╔══

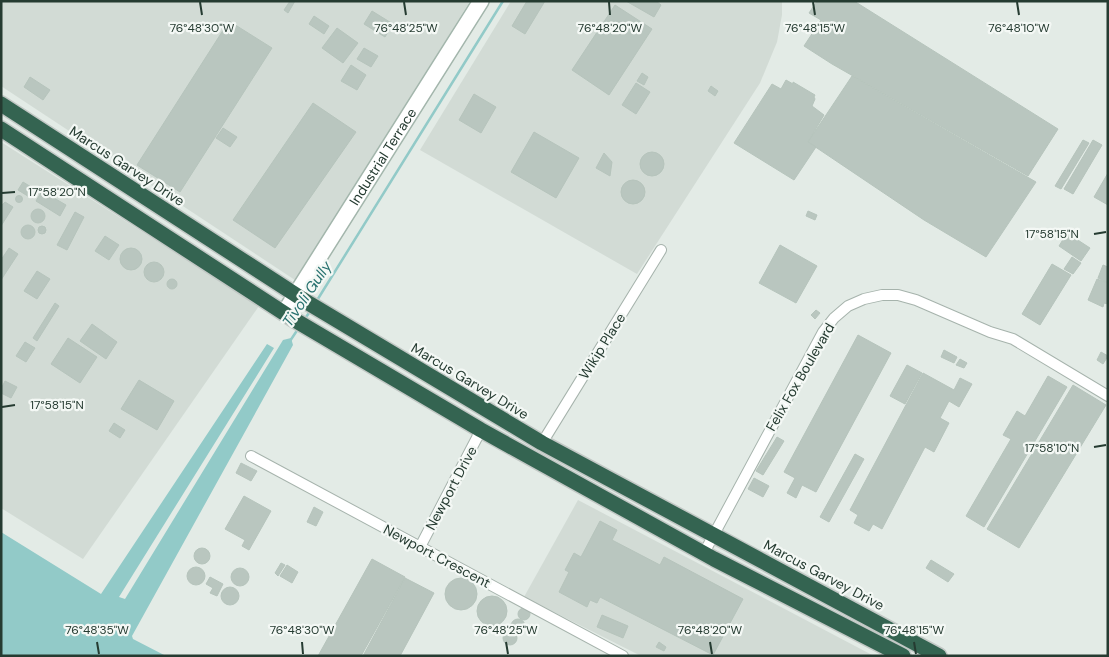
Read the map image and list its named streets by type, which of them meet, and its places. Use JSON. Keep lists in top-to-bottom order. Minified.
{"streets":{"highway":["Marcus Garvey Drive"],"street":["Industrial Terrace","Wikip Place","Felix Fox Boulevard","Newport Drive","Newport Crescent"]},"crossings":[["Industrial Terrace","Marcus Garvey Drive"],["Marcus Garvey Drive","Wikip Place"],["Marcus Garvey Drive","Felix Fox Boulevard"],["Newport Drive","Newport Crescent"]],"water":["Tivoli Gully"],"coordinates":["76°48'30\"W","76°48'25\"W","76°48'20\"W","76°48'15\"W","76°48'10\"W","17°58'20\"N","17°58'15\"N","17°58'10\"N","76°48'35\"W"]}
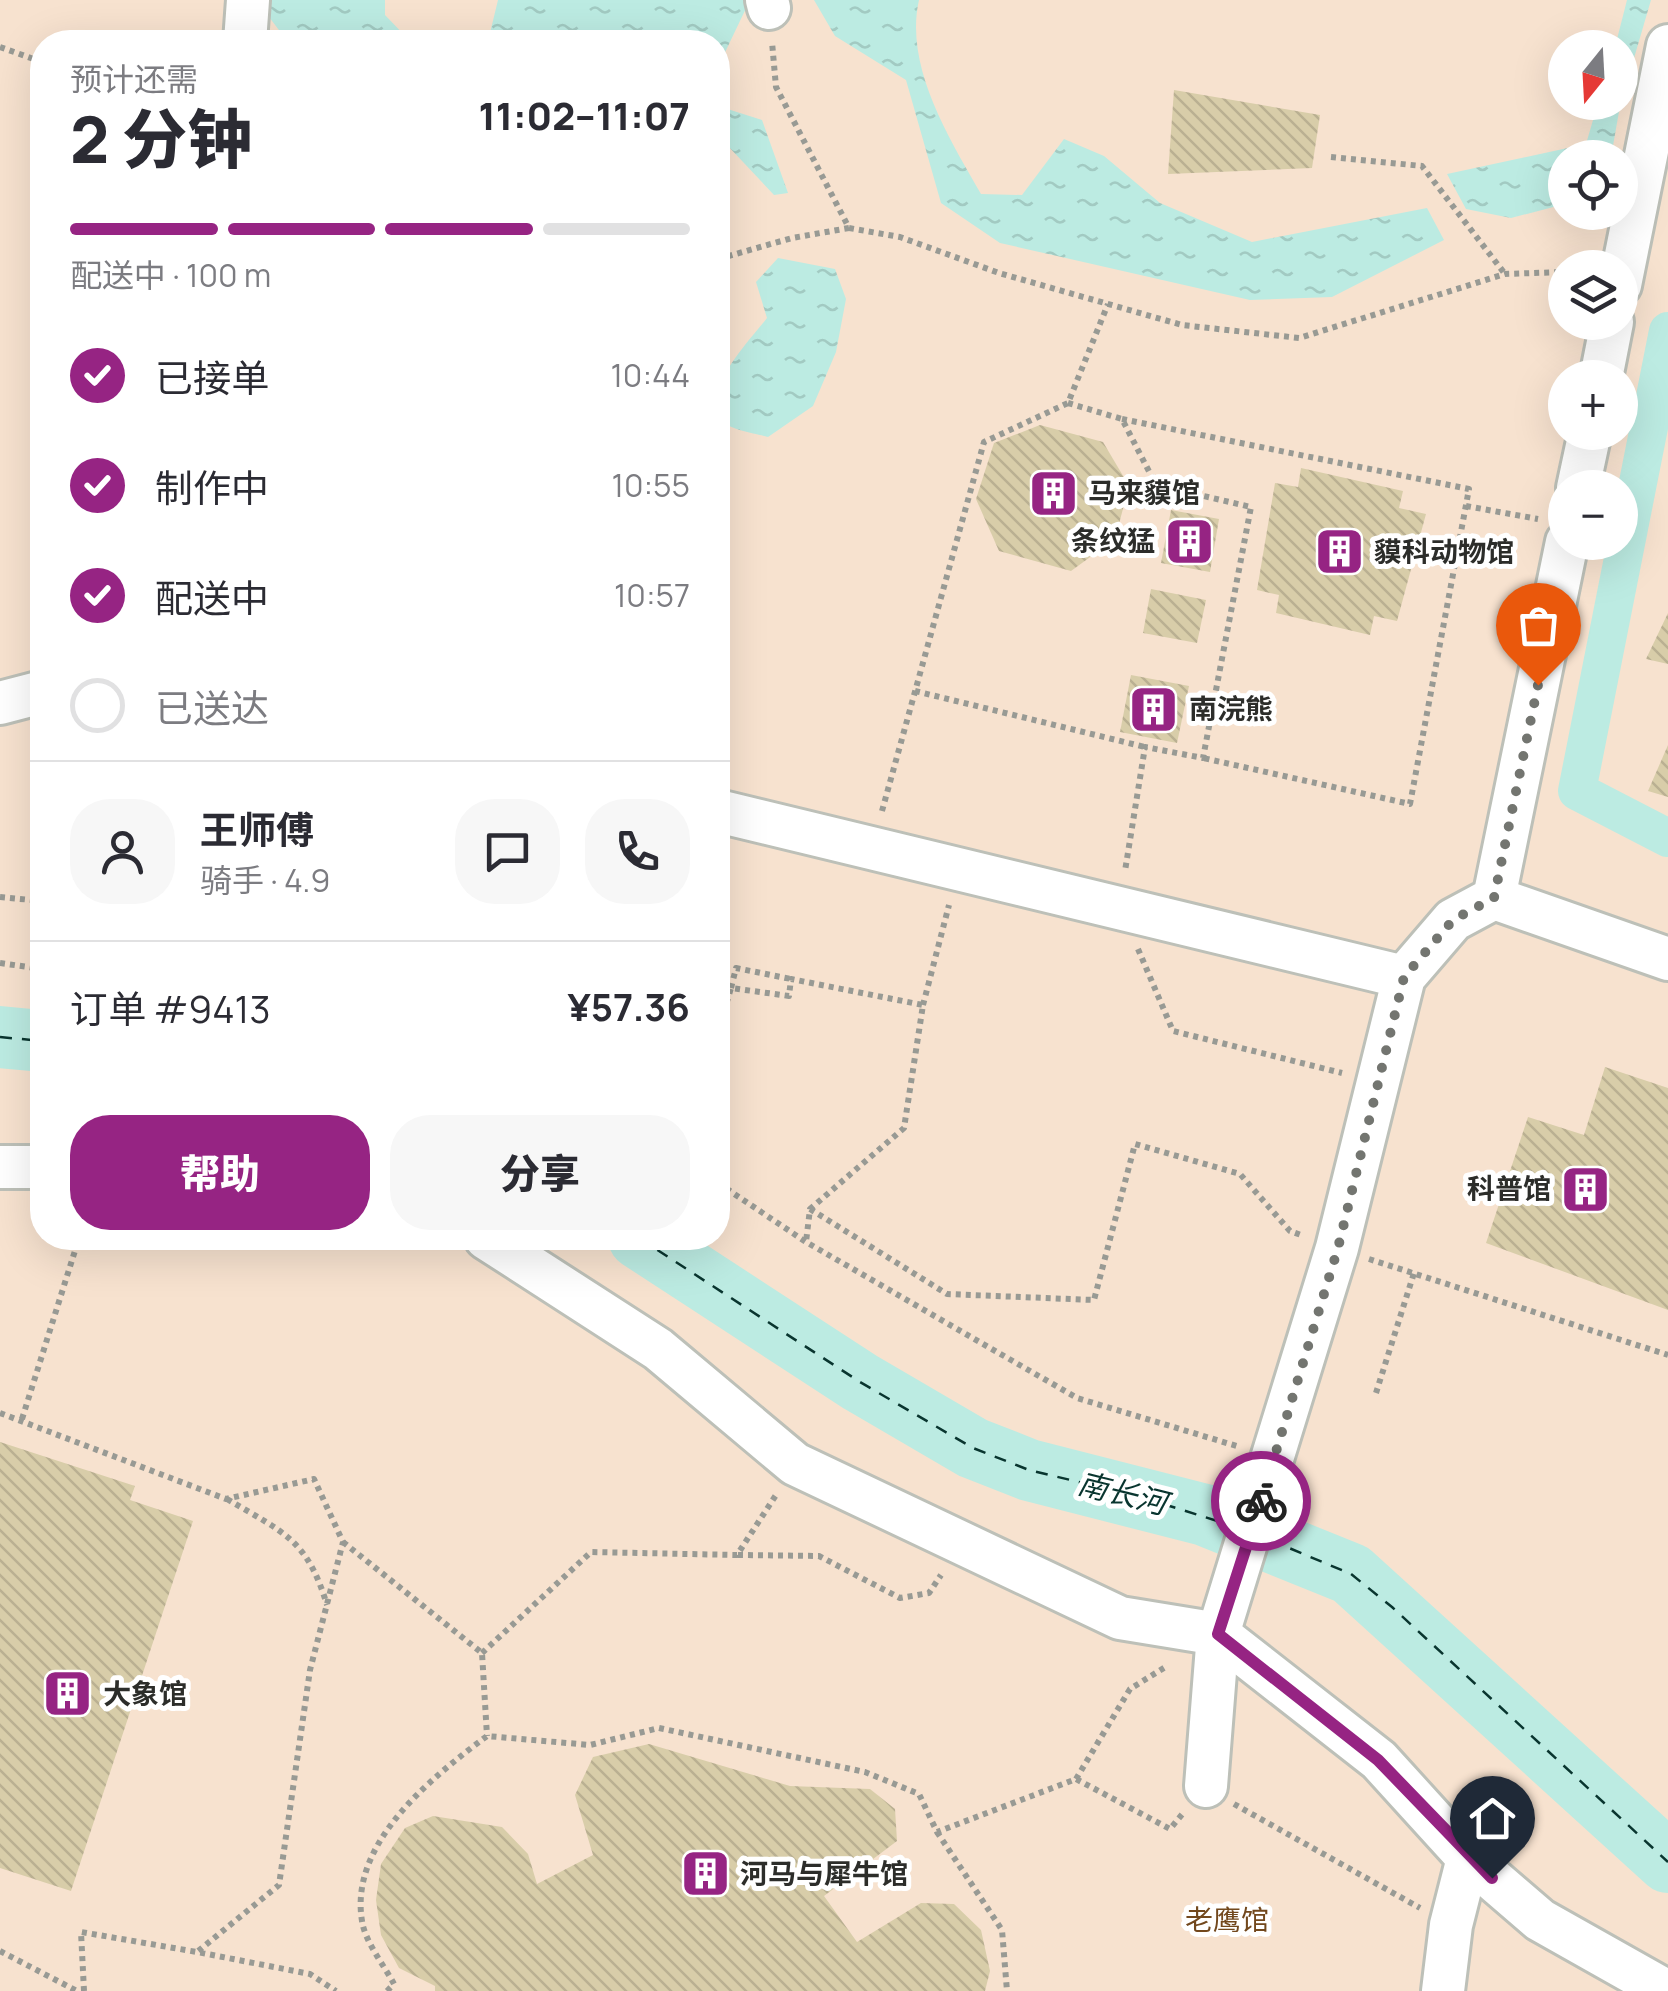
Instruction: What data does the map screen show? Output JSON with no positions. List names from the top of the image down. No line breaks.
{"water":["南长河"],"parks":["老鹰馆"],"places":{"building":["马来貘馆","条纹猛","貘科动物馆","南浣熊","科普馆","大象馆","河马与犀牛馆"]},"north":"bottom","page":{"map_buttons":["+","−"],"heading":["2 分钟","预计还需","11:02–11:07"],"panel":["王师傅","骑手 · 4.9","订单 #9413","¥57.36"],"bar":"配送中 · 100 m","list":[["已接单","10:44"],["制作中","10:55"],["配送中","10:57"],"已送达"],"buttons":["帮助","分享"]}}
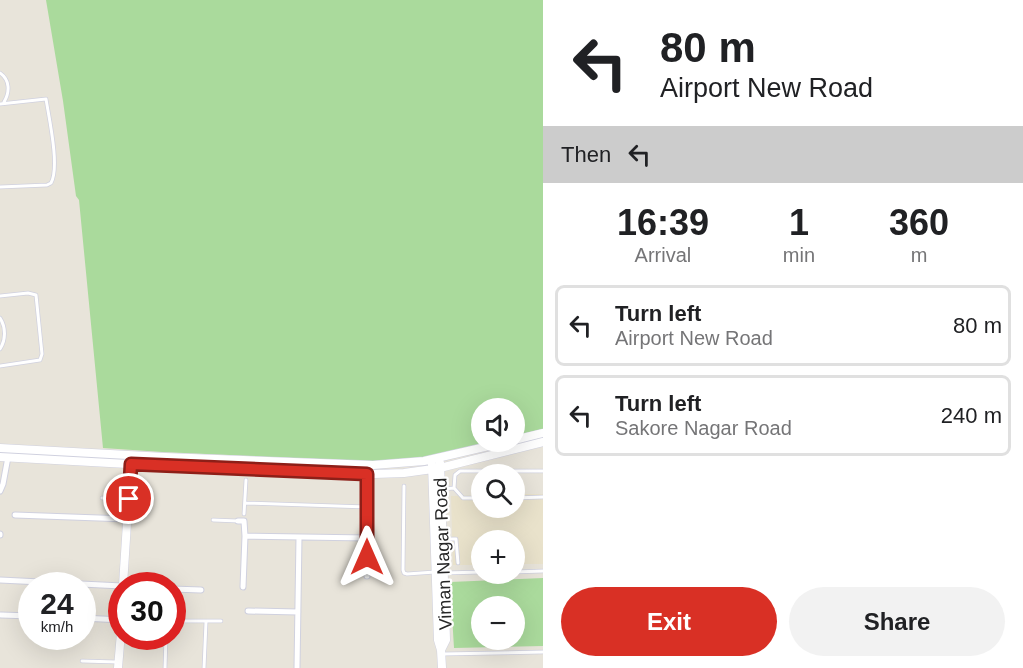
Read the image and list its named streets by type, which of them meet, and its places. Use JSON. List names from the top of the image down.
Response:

╚══

AIM OF THE TASK: Transcribe the listing above verbatim. No picture belongs in the result.

WRITTEN SOLUTION:
Read the map image and list its named streets by type, which of them meet, and its places. Use JSON. Keep lists in top-to-bottom order. Minified.
{"streets":{"highway":["Marcus Garvey Drive"],"street":["Industrial Terrace","Wikip Place","Felix Fox Boulevard","Newport Drive","Newport Crescent"]},"crossings":[["Industrial Terrace","Marcus Garvey Drive"],["Marcus Garvey Drive","Wikip Place"],["Marcus Garvey Drive","Felix Fox Boulevard"],["Newport Drive","Newport Crescent"]],"water":["Tivoli Gully"],"coordinates":["76°48'30\"W","76°48'25\"W","76°48'20\"W","76°48'15\"W","76°48'10\"W","17°58'20\"N","17°58'15\"N","17°58'10\"N","76°48'35\"W"]}
Instruction: What data does the map screen show? Output JSON with no positions. List names from the top of the image down. No line breaks.
{"water":["南长河"],"parks":["老鹰馆"],"places":{"building":["马来貘馆","条纹猛","貘科动物馆","南浣熊","科普馆","大象馆","河马与犀牛馆"]},"north":"bottom","page":{"map_buttons":["+","−"],"heading":["2 分钟","预计还需","11:02–11:07"],"panel":["王师傅","骑手 · 4.9","订单 #9413","¥57.36"],"bar":"配送中 · 100 m","list":[["已接单","10:44"],["制作中","10:55"],["配送中","10:57"],"已送达"],"buttons":["帮助","分享"]}}
Read the image and list its named streets by type, which of them meet, and its places. Use JSON. List names from the top of the image down.
Response:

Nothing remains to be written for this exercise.